アルバムはタイトルソング「こんな風に」で、ほのぼのとスタート。煙草の火にはっぴいえんどが思い浮かぶ、そう言えば「こんな風に」は「こんなふうに」とも「こんなかぜに」とも読める、彼らも風街の住人。ゆるやかにハネてるギターのリズム、曲が進むにつれてパーカッションが変化するのも聴きどころ。山のふもとで腰を下ろし呑気な口笛を一吹き「走馬灯」はゴキゲンだね、ドブロギターの土の香りと斎藤さんの天然サイケなコーラスが芳しい。サントリーウイスキーのCMソングみたく哀愁漂う「浮かない顔して」は冬支度のロック魂が滲み出てる、かもしれない。ヒョロヒョロと鳴るオルガンはザ・バンドのガース・ハドソンのよう。夏の終わりの寂しさを歌った「虫の音」は、ファンの間でとても人気のある曲。からっとした切なさ、様々なパーカッションで夏の虫の音を表現しているのも楽しい。アナログレコードで言うところのA面最後は賑やかなインストナンバー「眠り羊が丘越えて」、ライヴでは締めで演奏されることの多い曲。フルーティスト斎藤さんの独壇場、ジェスロ・タルのイアン・アンダーソンのように片足上げてフルート吹いたり、ステージを降りてフルート吹きながら客席を練り歩く姿が目に浮かぶ。B面1曲目「景色を前に」は名曲だと思う、私はこの歌に滅法弱い。”空の継ぎ目”というフレーズにウルッとくる、私の故郷の山と田んぼと畑しかない田舎の景色を思い出して仕方がない。バンドの演奏もアンサンブルも歌心が溢れていて素晴らしい、ありがとう。続く「夢のまた先」は、安田さんの細野晴臣的歌唱が堪能できるYASUDA HOUSEフォークソング。冬支度というグループ名だが、意外に夏の歌が多いのだなぁ。こちらはもちろん文字通りの冬の歌「初雪」ジェームス・テイラー風のギターやコード感が洒落た雰囲気の冬支度流シティポップ、かもしれない。私には夜のシャッター通りにある自動販売機の光に照らされてハラハラと初雪が舞っている場面が見える、作詩は斎藤さんで歌唱もフルートも危うく美しい彼女の魅力が満載の曲だ。別れを淡々と綴った冬支度というよりも安田支度ソロという風情の「顔立ち」はもうあれこれ言うまい、じっくりと歌と詩に耳を傾けて下さい。朝の「浜辺」に腰掛けてぼんやり海を眺めながら何を思う、”夢も叶えば案外と空しいもんだろ?”キラーフレーズだ。安田さんは季節や時間や風景、あるいは心情が移ろいでいくグラデーションを詩にしていることが多いように感じるが、どうだろう。B面の最後もインスト曲で童謡や子守唄のようなシンプルなメロディーの「草スケート」は、安田さんのギターと斎藤さんのフルートの冬支度二人だけの演奏で、何かこう彼らのこれまでの歴史の積み重ねまでをも感じてグッとくる静かに感動的なフィナーレ...。良い意味で、名盤とか傑作とか大仰な呼び方は似つかわしくない、そっと日常に寄り添いほのかに色をつけてくれる末永く聴けるレコードだ。
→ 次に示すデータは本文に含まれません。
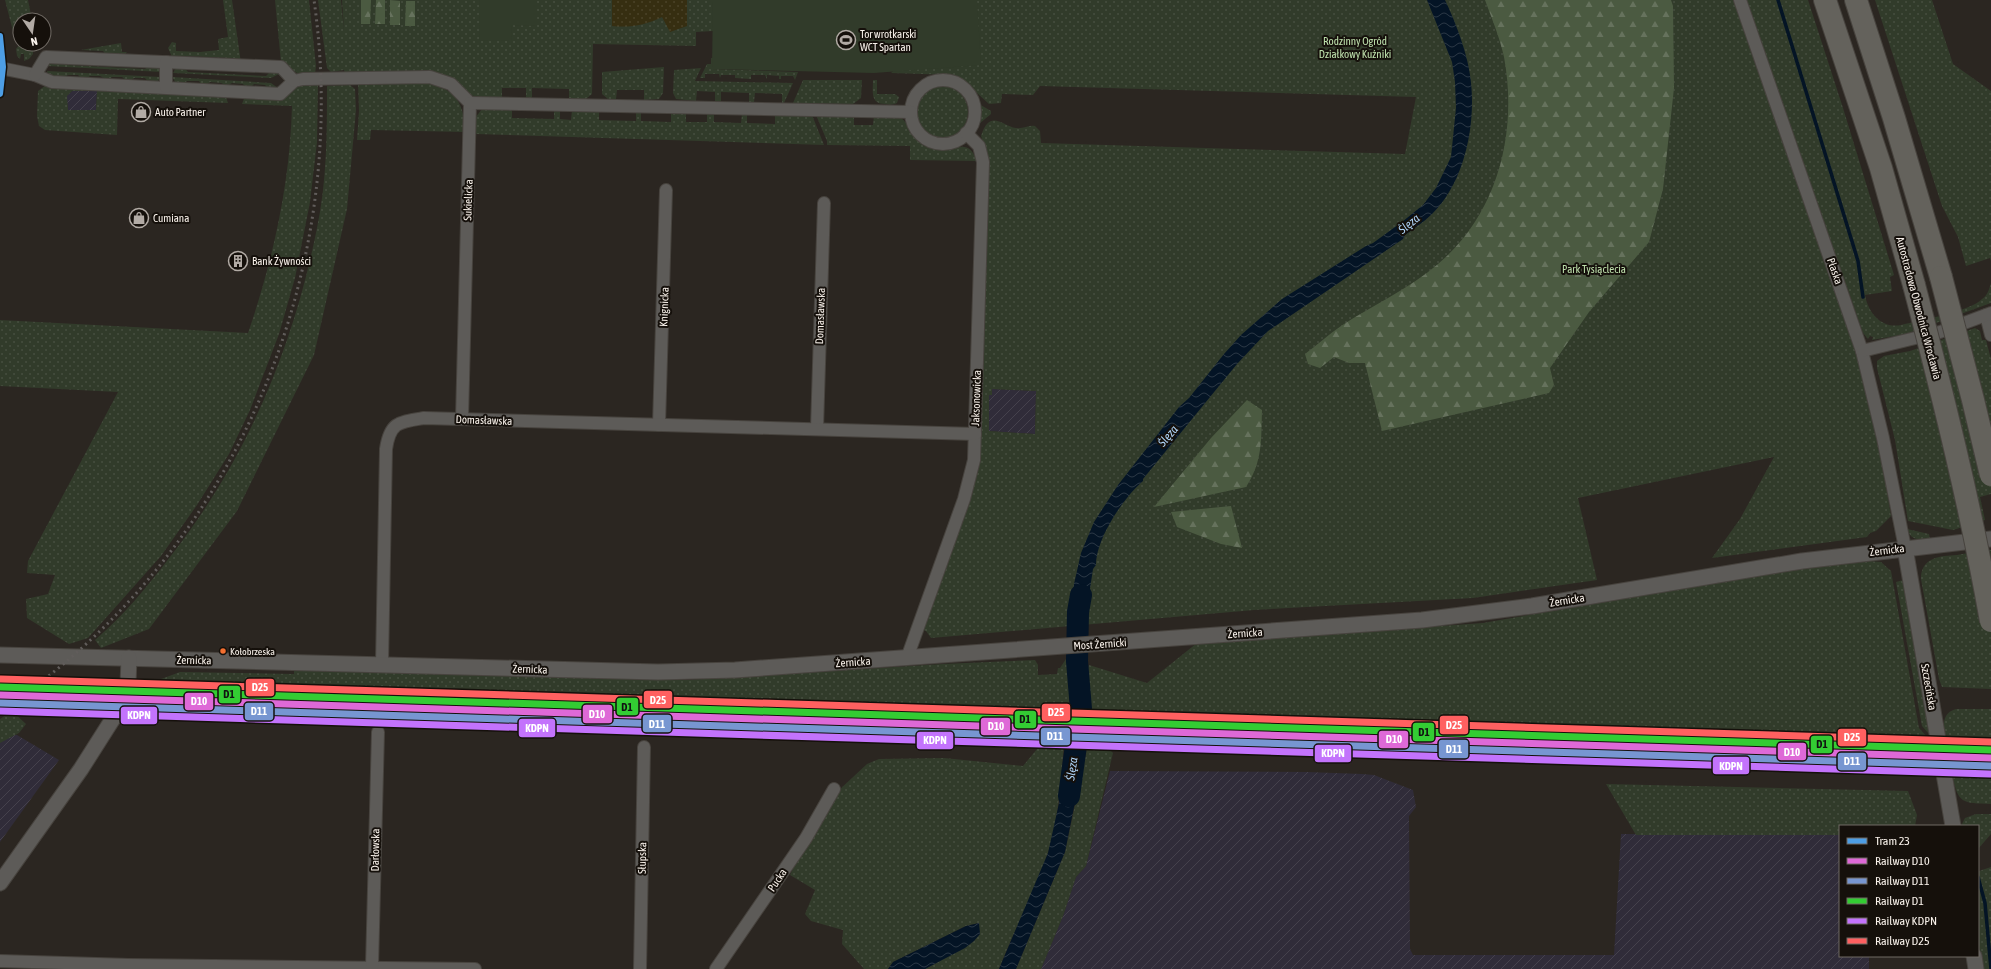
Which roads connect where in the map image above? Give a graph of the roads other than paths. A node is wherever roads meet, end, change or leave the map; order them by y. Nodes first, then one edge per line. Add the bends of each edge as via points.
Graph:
1 (1740, 0) edge
2 (1825, 0) edge
3 (1856, 0) edge
4 (166, 62) junction
5 (0, 68) edge
6 (35, 75) junction
7 (294, 81) junction
8 (166, 87) junction
9 (470, 103) junction
10 (911, 112) junction
11 (966, 134) junction
12 (666, 190) dead end
13 (824, 203) dead end
14 (1988, 314) edge
15 (1991, 335) edge
16 (1862, 352) junction
17 (462, 419) junction
18 (660, 425) junction
19 (817, 429) junction
20 (975, 434) junction
21 (1991, 475) edge
22 (1991, 539) edge
23 (1905, 548) junction
24 (1991, 621) edge
25 (1141, 641) joint
26 (1058, 646) joint
27 (0, 654) edge
28 (130, 658) junction
29 (907, 658) junction
30 (382, 665) junction
31 (378, 732) dead end
32 (644, 747) dead end
33 (834, 789) dead end
34 (1953, 825) edge
35 (0, 883) edge
36 (1974, 957) edge
37 (0, 961) edge
38 (372, 968) junction
39 (475, 969) edge
40 (640, 969) edge
41 (716, 969) edge
42 (1976, 969) edge

1 - 16 street, Płaska
2 - 24 highway, Autostradowa Obwodnica Wrocławia, bridge via 1881,168 1914,285 1958,461
3 - 21 highway, bridge via 1941,277
4 - 6 street via 46,57
4 - 7 street via 281,68
4 - 8 street
5 - 6 street
6 - 8 street via 52,82
7 - 8 street via 280,94
7 - 9 street via 430,77 450,84
9 - 10 street
9 - 17 street, Sukielicka
10 - 11 street via 912,122 926,139 936,143 947,143
10 - 11 street via 914,98 923,86 941,80 951,81 967,91 973,104 974,117
11 - 20 street, Jaksonowicka via 978,146 983,162
12 - 18 street, Knignicka
13 - 19 street, Domasławska
14 - 15 street
14 - 16 street via 1940,332
16 - 23 street, Płaska via 1884,438
17 - 18 street, Domasławska
17 - 30 street, Domasławska via 424,418 406,421 394,426 388,436
18 - 19 street, Domasławska
19 - 20 street, Domasławska
20 - 29 street, Jaksonowicka via 974,460 964,500
22 - 23 street, Żernicka
23 - 25 street, Żernicka via 1802,561 1480,614
23 - 34 street, Szczecińska
25 - 26 street, Most Żernicki
26 - 29 street, Żernicka
27 - 28 street, Żernicka
28 - 30 street, Żernicka
28 - 35 street via 128,684 121,706
29 - 30 street, Żernicka via 684,672
31 - 38 street, Darłowska
32 - 40 street, Słupska
33 - 41 street, Pucka via 806,838
36 - 42 street
37 - 38 street
38 - 39 street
CDのジャケットカヴァーの印象的な黒猫のイラストは眼福ユウコさん、インナーの色彩豊かな山や風景のイラストは青山円さん、それをまとめる全体のデザインはラリーパパ&カーネギーママの水田十夢さん、丁寧な解説のライナーノーツはきじまこうさん、帯コピーのコメントはレーベルメイトでミステリ作家の大津光央さん、とチーム冬支度というべき面々で愛情のこもった素敵なアート作品にもなっているので、目でも耳でも隅々まで楽しめる。どうぞジャケ買いしましょう。


『こんな風に』 冬支度(2020年)

01. こんな風に(安田支度)
02. 走馬灯(安田支度)
03. 浮かない顔して(安田支度)
04. 虫の音(安田支度)
05. 眠り羊が丘越えて(安田支度)
06. 景色を前に(安田支度)
07. 夢のまた先(安田支度)
08. 初雪(斎藤祢々子-安田支度)
09. 浜辺(安田支度)
10. 草スケート(安田支度)

冬支度...
斎藤祢々子:Vocal, Flute, Accordion
安田支度:Vocal, Acoustic Guitar, Blues Harp, Mandolin, Keyboard

渡瀬千尋:Drums, Percussion
藤江隆:Acoustic Guitar, Resonator Guitar
北里修:Piano, Organ

Recorded by Oldheights Studio, Mothership Studio, Tricraft
Mixed & Mastered by 小谷真奈美(雲州堂)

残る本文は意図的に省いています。